[Stored items from a collection]

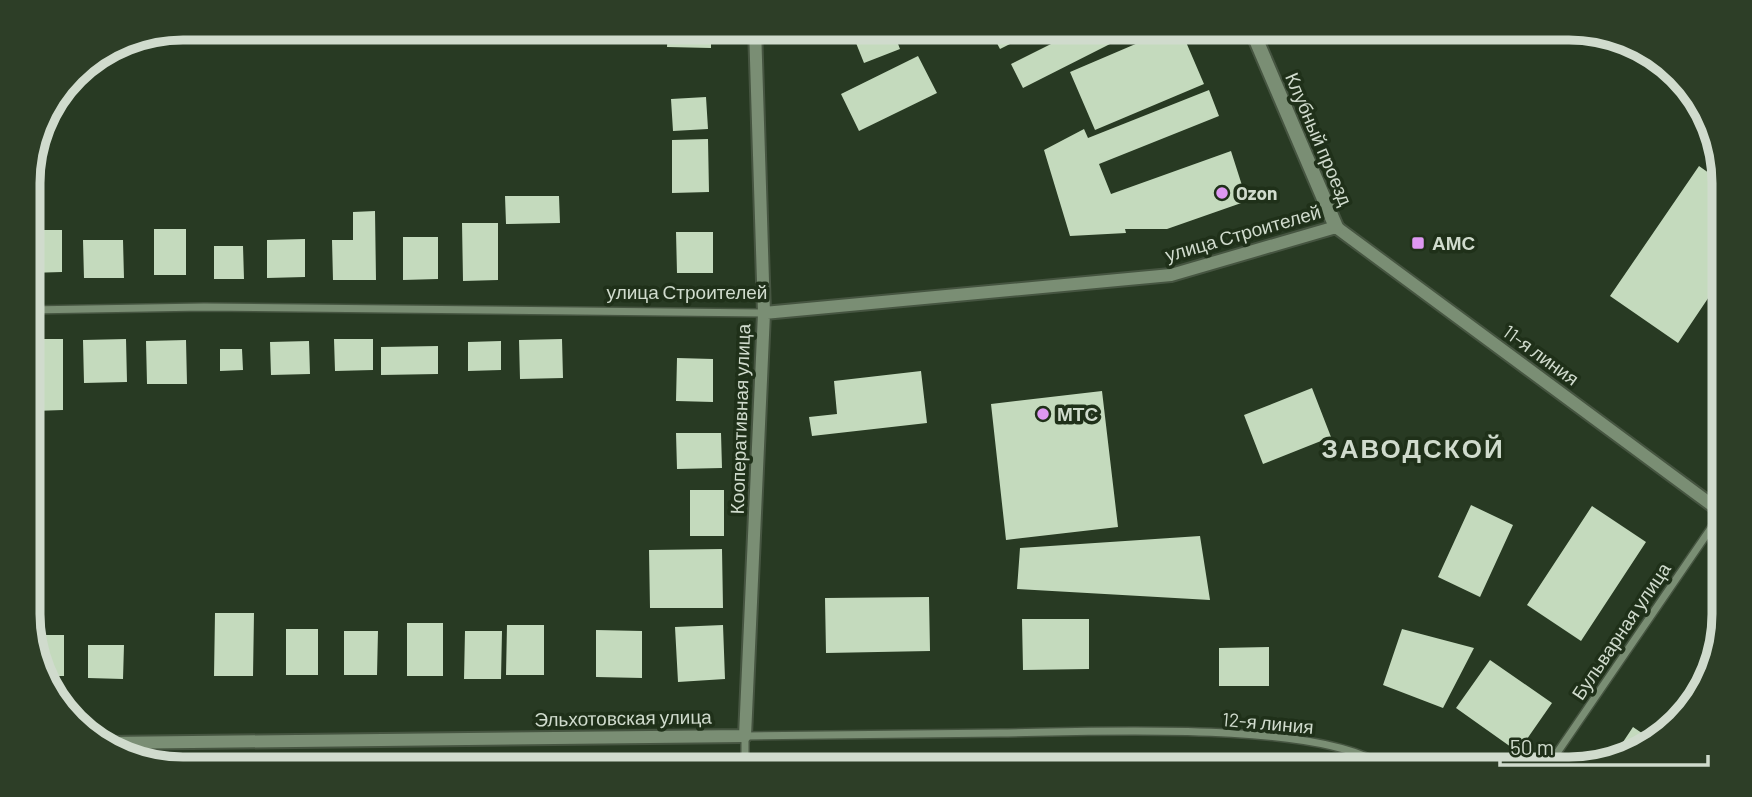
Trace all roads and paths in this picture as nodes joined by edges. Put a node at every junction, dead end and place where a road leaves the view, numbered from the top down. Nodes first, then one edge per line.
1 (755, 40) edge
2 (1256, 40) edge
3 (1336, 227) junction
4 (41, 310) edge
5 (764, 313) junction
6 (1712, 505) edge
7 (1712, 529) edge
8 (1140, 732) joint
9 (746, 736) junction
10 (122, 743) edge
11 (1366, 756) edge
12 (1555, 756) edge
13 (745, 757) edge

1 - 5 street, Кооперативная улица
2 - 3 main road, Клубный проезд
3 - 5 street, улица Строителей
3 - 6 street, 11-я линия
4 - 5 street, улица Строителей
5 - 9 street, Кооперативная улица
7 - 12 street, Бульварная улица
8 - 9 street, Эльхотовская улица
8 - 11 street, 12-я линия
9 - 10 street, Эльхотовская улица
9 - 13 street, Кооперативная улица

* Problem statement:
A verbatim copy of the entries, without the pictures, is what this task requires.

* Answer space:
Trace all roads and paths in this picture as nodes joined by edges. Put a node at every junction, dead end and place where a road leaves the view, numbered from the top down. Nodes first, then one edge per line.
1 (755, 40) edge
2 (1256, 40) edge
3 (1336, 227) junction
4 (41, 310) edge
5 (764, 313) junction
6 (1712, 505) edge
7 (1712, 529) edge
8 (1140, 732) joint
9 (746, 736) junction
10 (122, 743) edge
11 (1366, 756) edge
12 (1555, 756) edge
13 (745, 757) edge

1 - 5 street, Кооперативная улица
2 - 3 main road, Клубный проезд
3 - 5 street, улица Строителей
3 - 6 street, 11-я линия
4 - 5 street, улица Строителей
5 - 9 street, Кооперативная улица
7 - 12 street, Бульварная улица
8 - 9 street, Эльхотовская улица
8 - 11 street, 12-я линия
9 - 10 street, Эльхотовская улица
9 - 13 street, Кооперативная улица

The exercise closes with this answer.